Même si la conférence des maires de Caen-la-Mer a validé le projet, certains élus du département restent fermement opposés au projet. "L'histoire se fait sur les territoires, pas en la déplaçant sur d'autres lieux", estime Xavier Madelaine, maire du village d'Amfreville, situé à 10 minutes de voiture. "C'est quand même mieux de venir sur les lieux que de s'enfermer dans un théâtre", ajoute Clémentine Le Marrec, la maire de Bénouville. "Mais rien ne dit que le projet va détricoter l'existant. Lors des dernières créations, au contraire, ce sont les structures existantes qui ont eu la plus forte augmentation. Il faut travailler à une structuration du tourisme de mémoire en Normandie", plaide de son côté Marc Pottier.
"Ce serait une grave bêtise de se priver de ça", poursuit le maire de Colombelles, qui lorgne sur les opportunités en matière d'emplois pour sa commune. Le projet est d'ailleurs soutenu par le président de la région, le centriste Hervé Morin, et par le maire de Caen, l'élu des Républicains Joël Bruneau, président de la communauté urbaine de Caen-la-Mer. Pour rappel, avec 6 millions de visiteurs par an, le chiffre d'affaires du tourisme de mémoire s'élève en Normandie à plus de 25 millions d'euros et compte 8 410 emplois directs et indirects, selon une récente étude de la région (en PDF). Ces chiffres font dire à Jean-Luc Leleu que les créateurs de "Normandy Memory" cherchent avant tout à "capter la manne du tourisme mémoriel".
"Ce ne sont pas des philanthropes et il faudra un retour sur investissement. Cela risque de mettre à mal toute une économie locale."

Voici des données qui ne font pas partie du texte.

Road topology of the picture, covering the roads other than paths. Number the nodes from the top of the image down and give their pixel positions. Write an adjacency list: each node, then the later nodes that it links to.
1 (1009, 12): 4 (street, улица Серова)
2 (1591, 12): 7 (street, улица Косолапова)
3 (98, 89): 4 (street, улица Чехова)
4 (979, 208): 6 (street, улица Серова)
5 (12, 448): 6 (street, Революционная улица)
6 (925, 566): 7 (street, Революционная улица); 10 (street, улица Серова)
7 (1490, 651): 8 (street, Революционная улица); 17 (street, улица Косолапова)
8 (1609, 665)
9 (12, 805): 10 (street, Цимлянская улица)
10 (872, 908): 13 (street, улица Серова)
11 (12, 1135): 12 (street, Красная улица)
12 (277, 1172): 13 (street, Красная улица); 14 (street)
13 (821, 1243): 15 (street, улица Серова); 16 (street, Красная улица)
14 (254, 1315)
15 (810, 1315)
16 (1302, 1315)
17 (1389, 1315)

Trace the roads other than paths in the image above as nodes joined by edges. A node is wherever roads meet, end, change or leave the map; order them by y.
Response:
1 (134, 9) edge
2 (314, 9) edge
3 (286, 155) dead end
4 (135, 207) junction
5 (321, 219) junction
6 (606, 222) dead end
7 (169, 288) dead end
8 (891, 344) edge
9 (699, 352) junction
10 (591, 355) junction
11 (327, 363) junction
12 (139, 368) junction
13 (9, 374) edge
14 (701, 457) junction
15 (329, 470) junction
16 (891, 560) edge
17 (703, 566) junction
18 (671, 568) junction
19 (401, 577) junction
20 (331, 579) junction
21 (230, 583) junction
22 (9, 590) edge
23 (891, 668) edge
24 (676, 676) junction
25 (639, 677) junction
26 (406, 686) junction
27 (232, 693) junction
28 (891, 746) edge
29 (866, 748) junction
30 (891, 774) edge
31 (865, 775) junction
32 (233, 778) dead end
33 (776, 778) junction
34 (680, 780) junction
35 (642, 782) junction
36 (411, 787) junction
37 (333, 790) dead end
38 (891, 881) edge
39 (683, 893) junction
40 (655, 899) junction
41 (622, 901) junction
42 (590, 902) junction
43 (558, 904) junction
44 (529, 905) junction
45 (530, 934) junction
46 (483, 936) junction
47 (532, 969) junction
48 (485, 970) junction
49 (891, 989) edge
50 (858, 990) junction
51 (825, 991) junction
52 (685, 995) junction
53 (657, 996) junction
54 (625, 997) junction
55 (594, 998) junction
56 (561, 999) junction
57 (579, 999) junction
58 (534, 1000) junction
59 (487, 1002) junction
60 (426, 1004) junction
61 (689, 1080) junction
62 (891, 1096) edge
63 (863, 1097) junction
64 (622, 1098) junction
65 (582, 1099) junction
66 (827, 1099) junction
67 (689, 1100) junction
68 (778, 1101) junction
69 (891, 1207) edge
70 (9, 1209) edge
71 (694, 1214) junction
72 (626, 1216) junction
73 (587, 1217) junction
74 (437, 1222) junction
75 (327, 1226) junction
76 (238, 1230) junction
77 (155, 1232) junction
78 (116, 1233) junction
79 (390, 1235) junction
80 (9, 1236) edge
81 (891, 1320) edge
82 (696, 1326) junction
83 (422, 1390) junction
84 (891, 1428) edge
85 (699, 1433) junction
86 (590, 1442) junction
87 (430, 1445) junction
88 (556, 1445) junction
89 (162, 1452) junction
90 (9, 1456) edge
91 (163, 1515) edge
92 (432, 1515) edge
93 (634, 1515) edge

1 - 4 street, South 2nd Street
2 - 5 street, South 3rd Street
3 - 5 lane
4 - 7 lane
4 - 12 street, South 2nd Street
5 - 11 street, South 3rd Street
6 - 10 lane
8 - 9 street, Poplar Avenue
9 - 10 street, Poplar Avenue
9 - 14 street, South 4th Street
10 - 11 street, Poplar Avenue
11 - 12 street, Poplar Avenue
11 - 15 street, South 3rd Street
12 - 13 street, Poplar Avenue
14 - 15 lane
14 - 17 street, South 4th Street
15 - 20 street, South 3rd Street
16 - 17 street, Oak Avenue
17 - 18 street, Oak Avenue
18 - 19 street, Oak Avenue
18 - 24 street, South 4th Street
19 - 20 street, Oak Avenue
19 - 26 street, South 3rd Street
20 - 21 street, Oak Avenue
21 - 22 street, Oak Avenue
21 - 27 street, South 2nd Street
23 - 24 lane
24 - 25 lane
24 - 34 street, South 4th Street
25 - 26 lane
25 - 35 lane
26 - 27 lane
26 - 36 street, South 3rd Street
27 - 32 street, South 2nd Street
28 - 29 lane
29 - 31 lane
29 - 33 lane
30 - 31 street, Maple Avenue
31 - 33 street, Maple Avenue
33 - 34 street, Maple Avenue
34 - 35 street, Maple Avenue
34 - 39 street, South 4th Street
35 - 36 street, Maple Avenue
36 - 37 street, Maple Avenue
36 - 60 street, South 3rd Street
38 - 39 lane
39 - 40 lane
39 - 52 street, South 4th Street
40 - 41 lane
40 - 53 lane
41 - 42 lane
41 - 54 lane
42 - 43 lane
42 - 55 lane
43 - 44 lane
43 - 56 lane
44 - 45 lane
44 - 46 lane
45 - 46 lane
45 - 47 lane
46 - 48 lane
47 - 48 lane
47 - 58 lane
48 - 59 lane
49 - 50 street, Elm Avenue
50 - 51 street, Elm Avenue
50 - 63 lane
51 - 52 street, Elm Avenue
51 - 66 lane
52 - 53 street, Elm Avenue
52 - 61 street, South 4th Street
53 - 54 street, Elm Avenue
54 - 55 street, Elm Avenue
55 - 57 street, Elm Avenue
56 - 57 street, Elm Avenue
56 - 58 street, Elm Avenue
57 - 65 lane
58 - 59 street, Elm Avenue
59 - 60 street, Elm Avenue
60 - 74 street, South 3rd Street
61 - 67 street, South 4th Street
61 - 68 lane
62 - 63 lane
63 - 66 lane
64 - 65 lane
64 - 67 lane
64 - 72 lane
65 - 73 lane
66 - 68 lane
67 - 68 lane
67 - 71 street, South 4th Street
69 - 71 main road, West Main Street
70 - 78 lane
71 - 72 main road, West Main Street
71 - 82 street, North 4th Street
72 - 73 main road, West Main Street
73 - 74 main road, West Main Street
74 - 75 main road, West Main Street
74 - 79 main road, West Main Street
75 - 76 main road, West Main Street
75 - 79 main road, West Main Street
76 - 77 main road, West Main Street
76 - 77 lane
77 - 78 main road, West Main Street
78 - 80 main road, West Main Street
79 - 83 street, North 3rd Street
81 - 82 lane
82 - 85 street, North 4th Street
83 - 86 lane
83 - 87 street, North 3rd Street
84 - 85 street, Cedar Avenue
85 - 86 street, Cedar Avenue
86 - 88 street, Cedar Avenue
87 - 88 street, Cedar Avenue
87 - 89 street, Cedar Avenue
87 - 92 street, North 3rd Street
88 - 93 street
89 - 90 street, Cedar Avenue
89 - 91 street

Jean-Luc Leleu, historienà franceinfo
"Nous sommes une entreprise privée, donc oui, le but est de gagner de l'argent, répond Richard Lenormand. Mais tous les musées sont payants. Et puis vous avez fait un tour en Normandie ces derniers jours ?" Le tourisme mémoriel a effectivement amené toute une série de produits dérivés de plus ou moins bon goût près des plages de l'opération Overlord. Dans certaines boutiques, le magnet se vend 5 euros, la médaille 17 euros et les plaques militaires 8 euros. Dans le cadre des commémorations, les Normands ont aussi découvert un logo dédié au 80e anniversaire sur des barquettes de charcuterie ou des madeleines. Il est enfin possible de visiter les plages du Débarquement en jeep, en side-car ou encore en kayak. "Le commerce du 'D-Day' n'est pas nouveau, mais on a le sentiment qu'avec la disparition des derniers vétérans, une digue se rompt et le business se répand, observe Bertrand Legendre. Mais il reste un nombre important de témoins et tout se passe comme si on voulait les enterrer un peu vite."